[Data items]

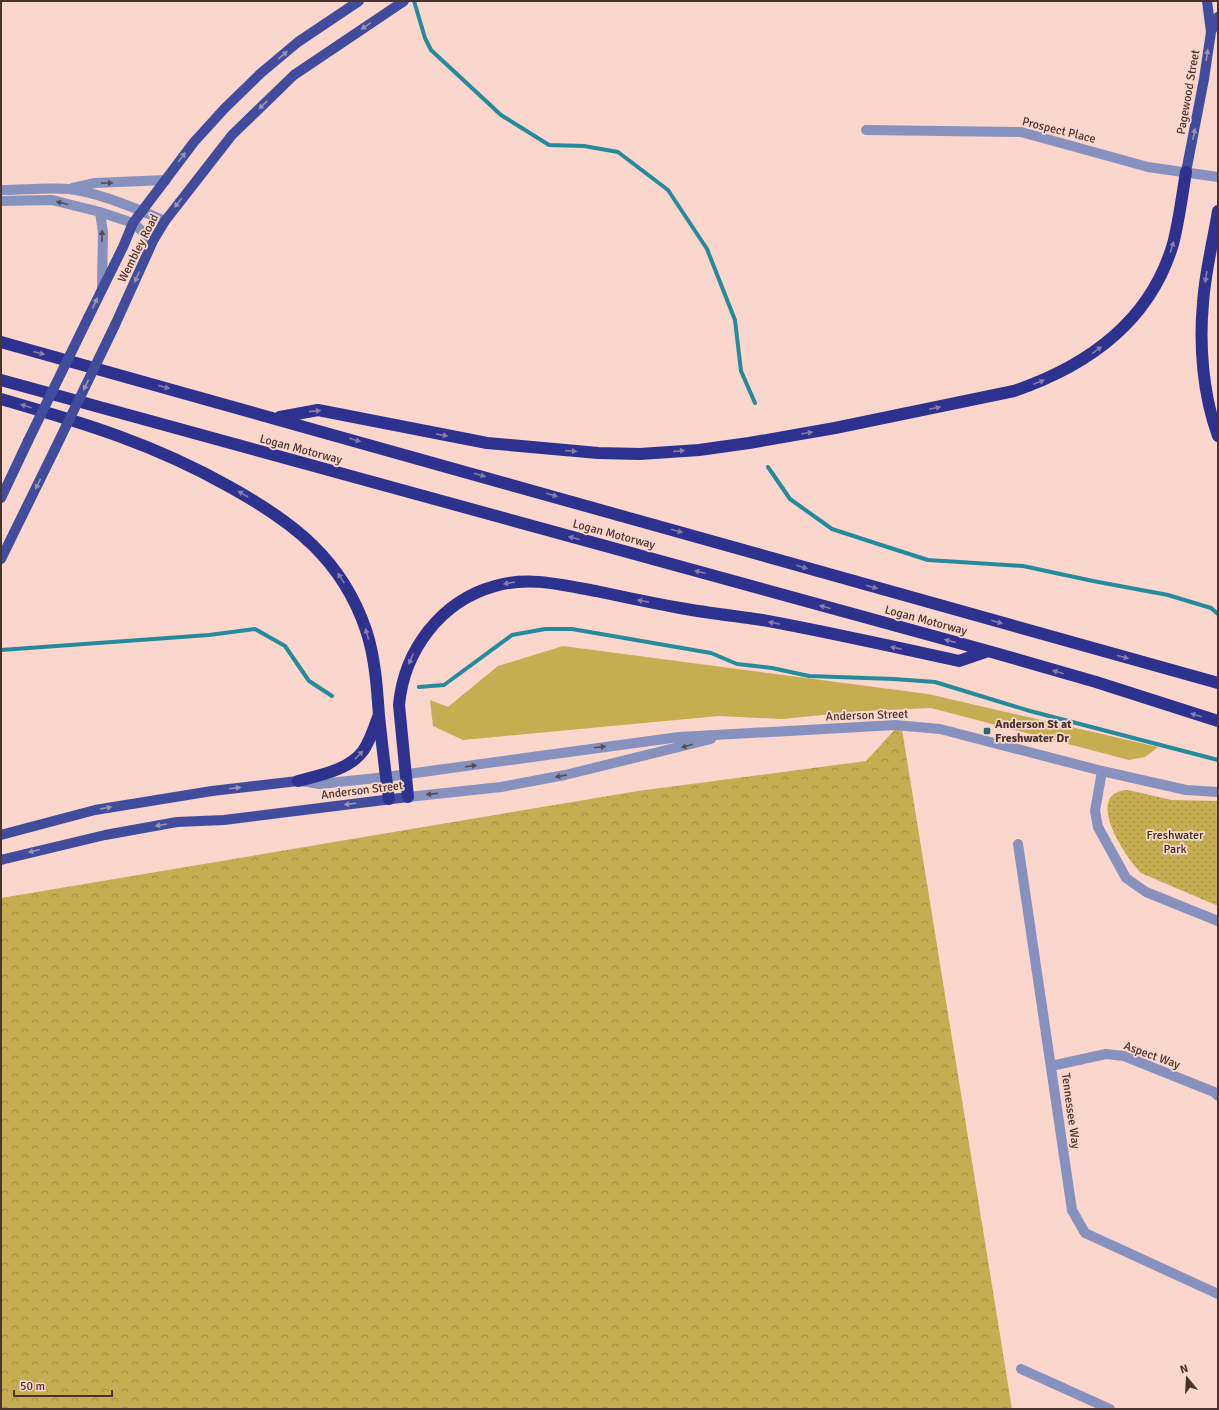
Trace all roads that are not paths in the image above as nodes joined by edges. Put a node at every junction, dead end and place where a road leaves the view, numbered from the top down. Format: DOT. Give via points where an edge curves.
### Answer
graph roads {
  1 [pos="359,1"];
  2 [pos="1207,1"];
  3 [pos="401,3"];
  4 [pos="1218,17"];
  5 [pos="1211,32"];
  6 [pos="866,130"];
  7 [pos="1186,172"];
  8 [pos="1218,177"];
  9 [pos="166,180"];
  10 [pos="69,189"];
  11 [pos="1,190"];
  12 [pos="1,201"];
  13 [pos="142,211"];
  14 [pos="1218,211"];
  15 [pos="100,212"];
  16 [pos="165,221"];
  17 [pos="133,223"];
  18 [pos="153,241"];
  19 [pos="102,288"];
  20 [pos="1,342"];
  21 [pos="1,380"];
  22 [pos="1,399"];
  23 [pos="276,418"];
  24 [pos="1218,436"];
  25 [pos="1,498"];
  26 [pos="1,559"];
  27 [pos="988,651"];
  28 [pos="1218,683"];
  29 [pos="379,714"];
  30 [pos="1218,721"];
  31 [pos="725,736"];
  32 [pos="1102,771"];
  33 [pos="405,774"];
  34 [pos="386,777"];
  35 [pos="298,781"];
  36 [pos="1218,792"];
  37 [pos="408,797"];
  38 [pos="389,799"];
  39 [pos="1,835"];
  40 [pos="1018,844"];
  41 [pos="1,860"];
  42 [pos="1218,921"];
  43 [pos="1051,1066"];
  44 [pos="1218,1096"];
  45 [pos="1218,1294"];
  46 [pos="1021,1369"];
  47 [pos="1110,1409"];
  9 -- 1 [label="main road, Wembley Road, one-way" via="214,119 261,73 298,42"];
  2 -- 5 [label="main road"];
  3 -- 16 [label="main road, Wembley Road, one-way" via="294,75 232,135"];
  4 -- 5 [label="main road, Pagewood Street"];
  7 -- 5 [label="main road, Pagewood Street, one-way"];
  6 -- 7 [label="street, Prospect Place" via="1022,132 1148,167"];
  7 -- 8 [label="street, Prospect Place"];
  23 -- 7 [label="highway, one-way" via="318,410 487,443 598,453 640,454 749,444 993,396 1042,381 1070,368 1098,350 1127,325 1151,292 1168,258"];
  10 -- 9 [label="street, one-way" via="94,183"];
  9 -- 13 [label="main road, Wembley Road"];
  10 -- 11 [label="street"];
  10 -- 13 [label="street"];
  15 -- 12 [label="street, one-way" via="52,200"];
  13 -- 16 [label="street"];
  13 -- 17 [label="main road, Wembley Road"];
  14 -- 24 [label="highway, one-way" via="1206,276 1202,328 1202,356"];
  15 -- 17 [label="street"];
  19 -- 15 [label="street, one-way" via="103,233"];
  16 -- 18 [label="main road, Wembley Road"];
  17 -- 18 [label="street"];
  17 -- 19 [label="main road, Wembley Road"];
  18 -- 26 [label="main road, Wembley Road, one-way, bridge"];
  25 -- 19 [label="main road, Wembley Road, one-way, bridge"];
  20 -- 23 [label="highway, Logan Motorway, one-way"];
  27 -- 21 [label="highway, Logan Motorway, one-way"];
  29 -- 22 [label="highway, one-way" via="372,650 359,612 337,572 300,532 239,491 184,462 94,426"];
  23 -- 28 [label="highway, Logan Motorway, one-way"];
  30 -- 27 [label="highway, Logan Motorway, one-way"];
  27 -- 33 [label="highway, one-way" via="959,661 762,620 682,608 548,582 513,582 468,596 429,629 412,656 400,689 399,704"];
  29 -- 34 [label="highway"];
  35 -- 29 [label="highway, one-way" via="326,774 358,758"];
  31 -- 32 [label="street, Anderson Street" via="895,724 917,726 940,729"];
  33 -- 31 [label="street, Anderson Street, one-way" via="680,737"];
  31 -- 37 [label="street, Anderson Street, one-way" via="565,775 501,787"];
  32 -- 36 [label="street, Anderson Street" via="1186,790"];
  32 -- 42 [label="street" via="1095,811 1098,827 1126,878 1146,892"];
  33 -- 34 [label="street, Anderson Street"];
  33 -- 37 [label="highway"];
  34 -- 35 [label="street, Anderson Street" via="320,784"];
  34 -- 38 [label="highway"];
  39 -- 35 [label="main road, Anderson Street, one-way" via="95,810 212,791"];
  37 -- 38 [label="main road, Anderson Street"];
  38 -- 41 [label="main road, Anderson Street, one-way" via="224,820 177,822 98,837"];
  40 -- 43 [label="street, Tennessee Way"];
  43 -- 44 [label="street, Aspect Way" via="1106,1054 1124,1056 1214,1092"];
  43 -- 45 [label="street, Tennessee Way" via="1072,1210 1084,1233"];
  46 -- 47 [label="street"];
}
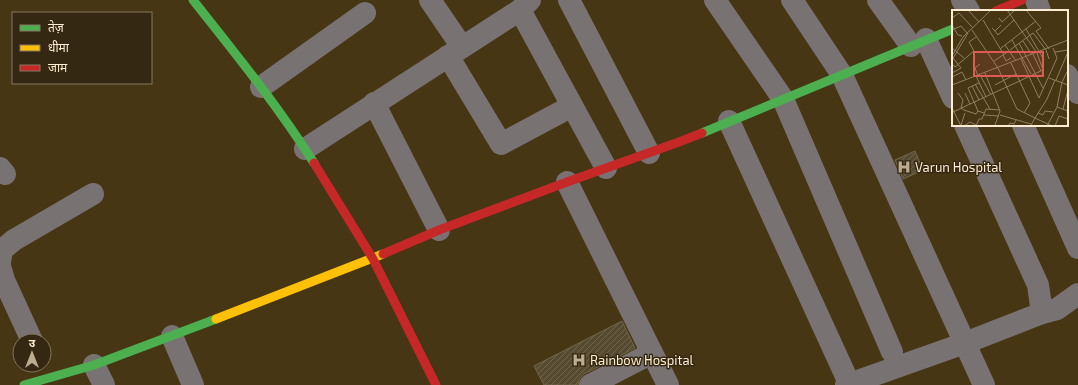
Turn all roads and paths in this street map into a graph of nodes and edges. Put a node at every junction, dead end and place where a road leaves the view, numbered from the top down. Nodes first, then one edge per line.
1 (193, 0) edge
2 (430, 0) edge
3 (569, 0) edge
4 (716, 0) edge
5 (792, 0) edge
6 (878, 0) edge
7 (962, 0) edge
8 (1022, 0) edge
9 (1036, 0) edge
10 (525, 5) edge
11 (968, 10) edge
12 (998, 10) edge
13 (1040, 10) edge
14 (365, 13) dead end
15 (952, 29) edge
16 (919, 43) junction
17 (455, 51) junction
18 (842, 75) junction
19 (1068, 77) edge
20 (261, 87) junction
21 (1078, 93) edge
22 (952, 96) edge
23 (783, 99) junction
24 (374, 103) junction
25 (572, 106) junction
26 (729, 121) junction
27 (965, 126) edge
28 (1022, 126) edge
29 (305, 148) junction
30 (649, 153) junction
31 (606, 168) junction
32 (567, 182) junction
33 (93, 194) dead end
34 (439, 230) junction
35 (1078, 248) edge
36 (373, 259) junction
37 (0, 262) edge
38 (0, 266) edge
39 (1078, 294) edge
40 (1042, 312) junction
41 (28, 333) edge
42 (172, 336) junction
43 (964, 343) junction
44 (892, 352) dead end
45 (652, 353) junction
46 (94, 365) junction
47 (52, 370) edge
48 (44, 373) edge
49 (28, 384) edge
50 (104, 385) edge
51 (193, 385) edge
52 (436, 385) edge
53 (590, 385) edge
54 (668, 385) edge
55 (848, 385) edge
56 (984, 385) edge

1 - 20 street
2 - 17 street
3 - 30 street
4 - 23 street
5 - 18 street
6 - 16 street
7 - 11 street
8 - 12 street
9 - 13 street
10 - 17 street
10 - 25 street
14 - 20 street
15 - 16 street
16 - 18 street
16 - 22 street
17 - 24 street
17 - 25 street
18 - 23 street
18 - 43 street
19 - 21 street
20 - 29 street
23 - 26 street
23 - 44 street
24 - 29 street
24 - 34 street
25 - 31 street
26 - 30 street
26 - 55 street
27 - 40 street
28 - 35 street
29 - 36 street
30 - 31 street
31 - 32 street
32 - 34 street
32 - 45 street
33 - 37 street
34 - 36 street
36 - 42 street
36 - 52 street
38 - 41 street
39 - 40 street
40 - 43 street
42 - 46 street
42 - 51 street
43 - 55 street
43 - 56 street
45 - 53 street
45 - 54 street
46 - 47 street
46 - 50 street
48 - 49 street

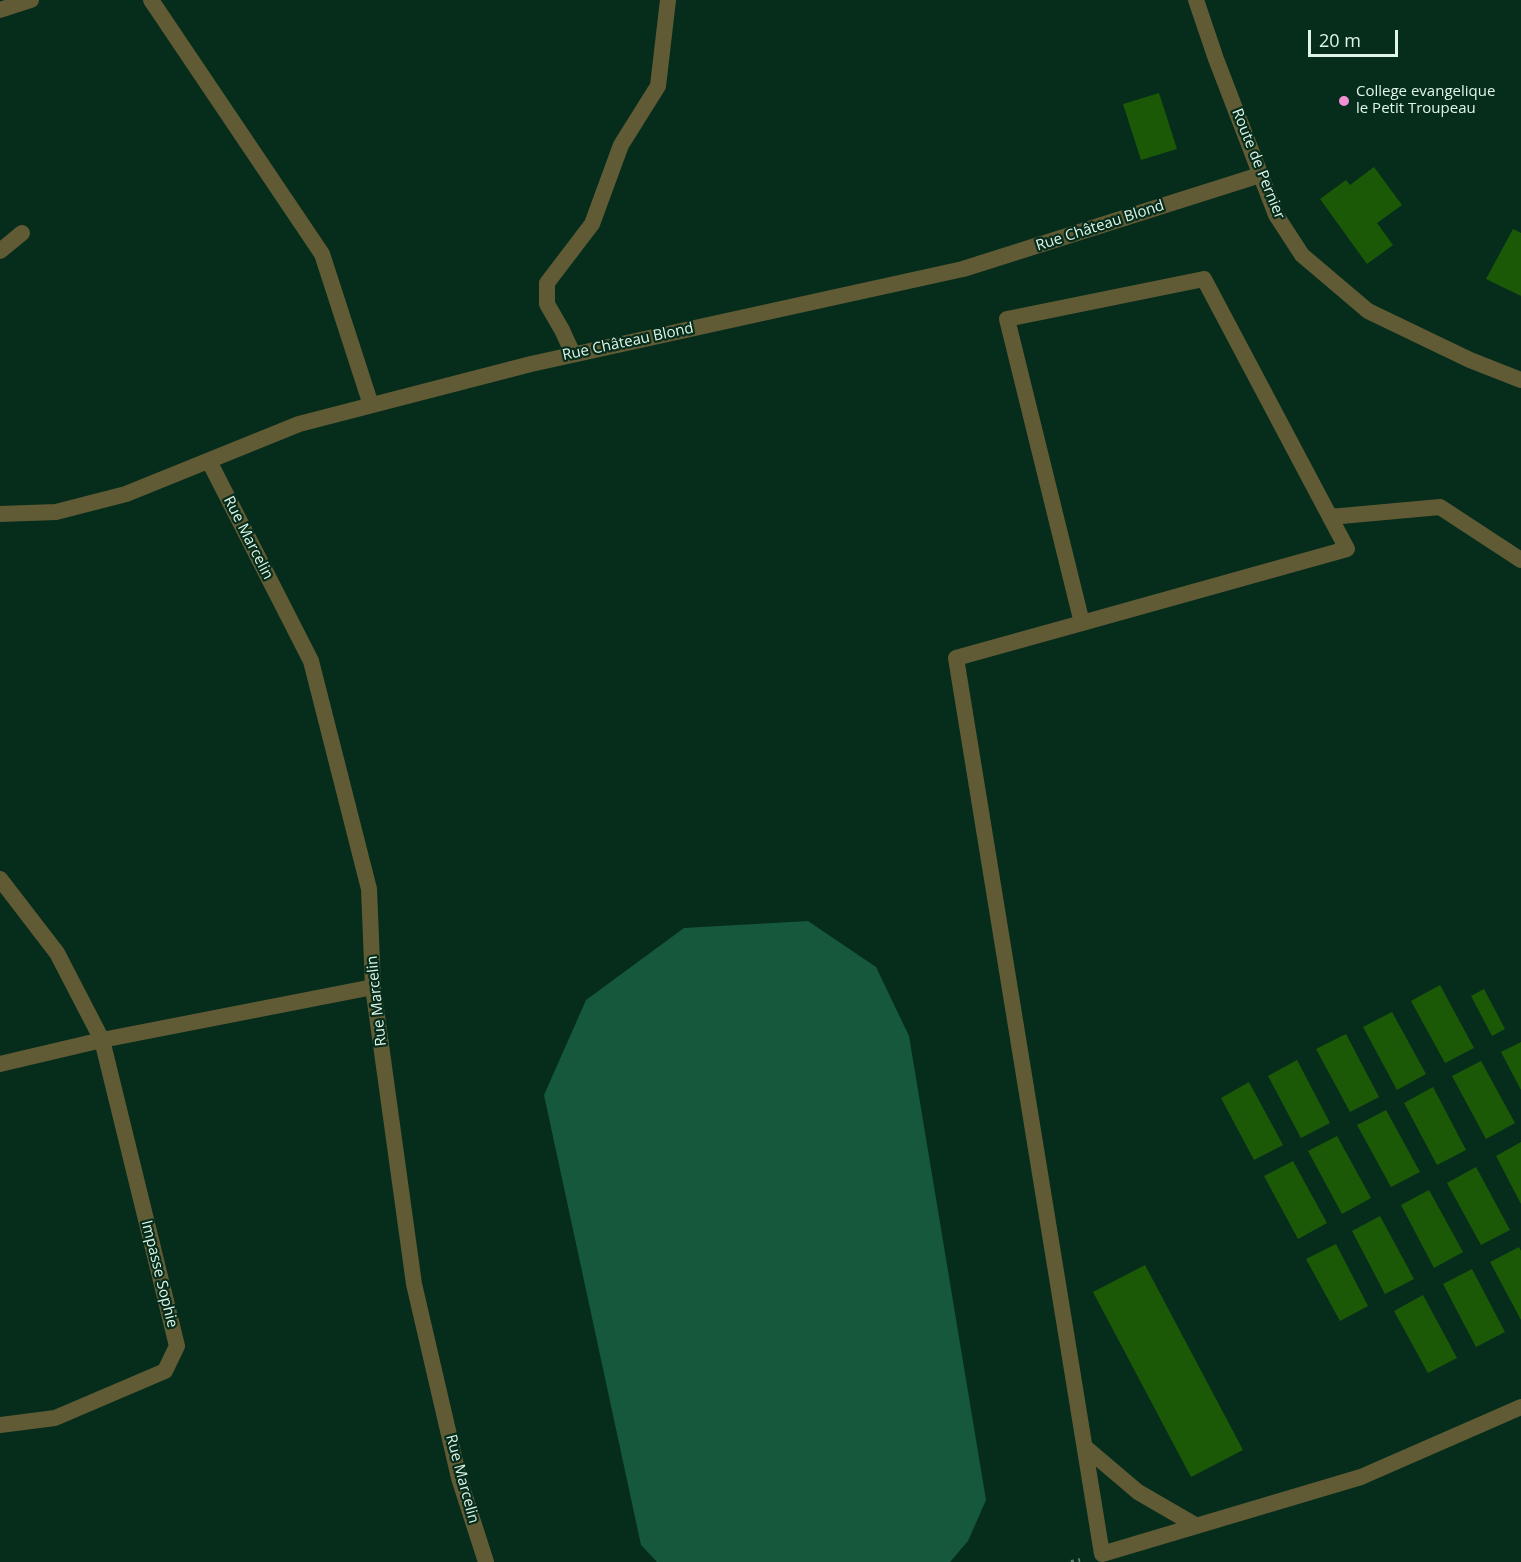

> **Your task**: Tell how many lines above contain the word "paths". Give the number alone.

> **Answer below**: 2